И все же Рон с Келли появлялись там достаточно часто, чтобы мы могли произвести некоторые наблюдения и обсудить их привычки. Спина Рона неуклюже упиралась в стену, руки неловко обнимали девушку за талию; Келли, вытянувшись, нежно терлась о его шею или, по нашим ехидным предположениям, шепотом давала инструкции. Первое время, если кто-нибудь, проходя мимо, вдруг здоровался – а мы здоровались, просто из вредности, – природная вежливость заставляла Рона отвлекаться и кивать в ответ. Келли же не замечала никого, кроме Рона: она полностью в нем растворялась. Вскоре и он научился не замечать нас или, по крайней мере, притворяться, что не замечает.
Келли была человеком настроения, темпераментным и целеустремленным. Она всегда увлекалась всерьез. Я знала ее еще до встречи с Роном: на первом курсе нас поселили в одной комнате в общежитии. В ней было что-то такое – помимо того, что мы были ровесницами и обе переживали жизненный перелом, – что заставляло меня рассказывать ей о вещах, о которых я ни с кем прежде не говорила и даже никогда не задумывалась; что-то такое, что заставляло и меня выслушивать ее излияния, затаив дыхание, как будто у меня на глазах рождалась гениальная музыка или открывалась какая-то смутная тайна.
Уже тогда Келли восхищалась женщинами, погибшими во имя чего-то высокого, во что они верили, как Жанна д'Арк, о которой она читала французские стихи, или по вине обстоятельств, которые от них не зависели, как Анна Франк, чьи дневники она цитировала на обманчиво грубом немецком языке. Текста я не понимала (я специализировалась по социологии), но сами истории были на слуху, и мне нравилось смотреть на Келли и слушать, как она читает. Когда она замолкала, в комнате повисала восторженная тишина, и затем кто-нибудь из нас или мы обе еле слышно произносили: «Ах, как это красиво!»

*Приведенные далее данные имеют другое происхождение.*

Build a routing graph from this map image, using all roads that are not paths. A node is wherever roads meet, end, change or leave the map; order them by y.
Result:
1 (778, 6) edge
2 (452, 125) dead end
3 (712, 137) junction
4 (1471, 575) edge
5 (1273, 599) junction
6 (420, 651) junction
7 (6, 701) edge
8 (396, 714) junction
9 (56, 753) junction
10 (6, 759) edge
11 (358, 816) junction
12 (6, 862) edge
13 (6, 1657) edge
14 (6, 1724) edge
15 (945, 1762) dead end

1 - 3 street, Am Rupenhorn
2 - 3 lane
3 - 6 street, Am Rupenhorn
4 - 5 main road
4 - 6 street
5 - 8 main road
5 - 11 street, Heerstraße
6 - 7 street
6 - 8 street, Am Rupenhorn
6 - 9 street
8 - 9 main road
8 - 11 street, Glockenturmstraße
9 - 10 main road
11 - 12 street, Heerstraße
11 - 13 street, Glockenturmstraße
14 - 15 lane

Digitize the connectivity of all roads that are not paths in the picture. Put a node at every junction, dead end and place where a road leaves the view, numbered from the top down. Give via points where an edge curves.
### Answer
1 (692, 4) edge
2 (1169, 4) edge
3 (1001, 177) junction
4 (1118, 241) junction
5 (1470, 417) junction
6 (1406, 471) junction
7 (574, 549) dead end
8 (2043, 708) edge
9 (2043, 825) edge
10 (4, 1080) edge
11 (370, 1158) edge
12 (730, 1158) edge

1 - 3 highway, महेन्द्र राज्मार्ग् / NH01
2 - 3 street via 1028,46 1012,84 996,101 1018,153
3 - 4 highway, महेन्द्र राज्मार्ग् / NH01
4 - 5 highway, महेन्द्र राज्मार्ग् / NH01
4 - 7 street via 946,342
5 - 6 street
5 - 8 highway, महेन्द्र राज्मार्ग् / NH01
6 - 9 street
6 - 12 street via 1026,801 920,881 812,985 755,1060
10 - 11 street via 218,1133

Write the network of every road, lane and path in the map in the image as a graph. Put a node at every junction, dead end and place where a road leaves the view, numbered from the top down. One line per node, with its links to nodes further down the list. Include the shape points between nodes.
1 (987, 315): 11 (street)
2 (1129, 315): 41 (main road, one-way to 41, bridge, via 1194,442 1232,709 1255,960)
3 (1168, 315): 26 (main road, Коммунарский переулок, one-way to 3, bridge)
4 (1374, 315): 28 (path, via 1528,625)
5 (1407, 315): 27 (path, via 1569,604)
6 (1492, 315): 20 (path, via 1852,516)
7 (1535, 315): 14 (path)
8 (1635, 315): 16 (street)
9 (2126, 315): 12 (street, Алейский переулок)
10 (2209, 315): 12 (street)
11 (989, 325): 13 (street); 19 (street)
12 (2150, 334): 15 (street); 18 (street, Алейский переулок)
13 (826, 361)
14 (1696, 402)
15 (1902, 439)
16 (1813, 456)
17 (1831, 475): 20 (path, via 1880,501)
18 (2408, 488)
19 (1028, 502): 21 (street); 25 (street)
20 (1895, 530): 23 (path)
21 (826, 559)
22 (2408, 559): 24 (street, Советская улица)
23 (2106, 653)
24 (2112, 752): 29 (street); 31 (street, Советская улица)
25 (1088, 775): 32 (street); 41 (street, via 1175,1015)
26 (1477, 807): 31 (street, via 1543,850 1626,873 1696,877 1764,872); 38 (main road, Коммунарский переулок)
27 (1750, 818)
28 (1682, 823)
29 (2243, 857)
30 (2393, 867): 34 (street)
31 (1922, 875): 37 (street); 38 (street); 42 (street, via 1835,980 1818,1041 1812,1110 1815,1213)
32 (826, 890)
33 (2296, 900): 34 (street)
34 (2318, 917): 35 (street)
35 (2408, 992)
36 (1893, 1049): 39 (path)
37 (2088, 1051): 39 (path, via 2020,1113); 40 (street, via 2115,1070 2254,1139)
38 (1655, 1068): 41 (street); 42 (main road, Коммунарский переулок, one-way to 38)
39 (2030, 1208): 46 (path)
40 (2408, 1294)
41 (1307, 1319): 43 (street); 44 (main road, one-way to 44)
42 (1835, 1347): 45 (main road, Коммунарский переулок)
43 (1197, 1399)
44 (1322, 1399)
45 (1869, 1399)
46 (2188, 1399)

Когда Келли встретила Рона, наши отношения изменились. Началось с того, что она стала говорить только о нем, но к этому я отнеслась с пониманием. Я и сама очень много говорила о Джене. Но со временем она вообще перестала со мной разговаривать, хотя и выслушивала с неизменной вежливостью, занеся ручку над очередным сочинением, от правки которого я ее отвлекала.
Рон представлялся мне таким же открытым, незамысловатым и скучным, как степи его родной Небраски. По моему убеждению, Келли попросту губила свою жизнь. Он был ее недостоин. Я не могла понять, что она в нем нашла.
Разве что он предоставлял неограниченные возможности желающему поиграть в кукловода, скульптора или изобретателя. Именно в этом духе я высказалась однажды ночью, когда мы с Келли лежали в нашей комнате, тщетно пытаясь отвлечься от шума и заснуть: на нашем этаже кто-то устроил вечеринку. Келли была моим лучшим другом, и я считала, что просто обязана поделиться с ней своим мнением.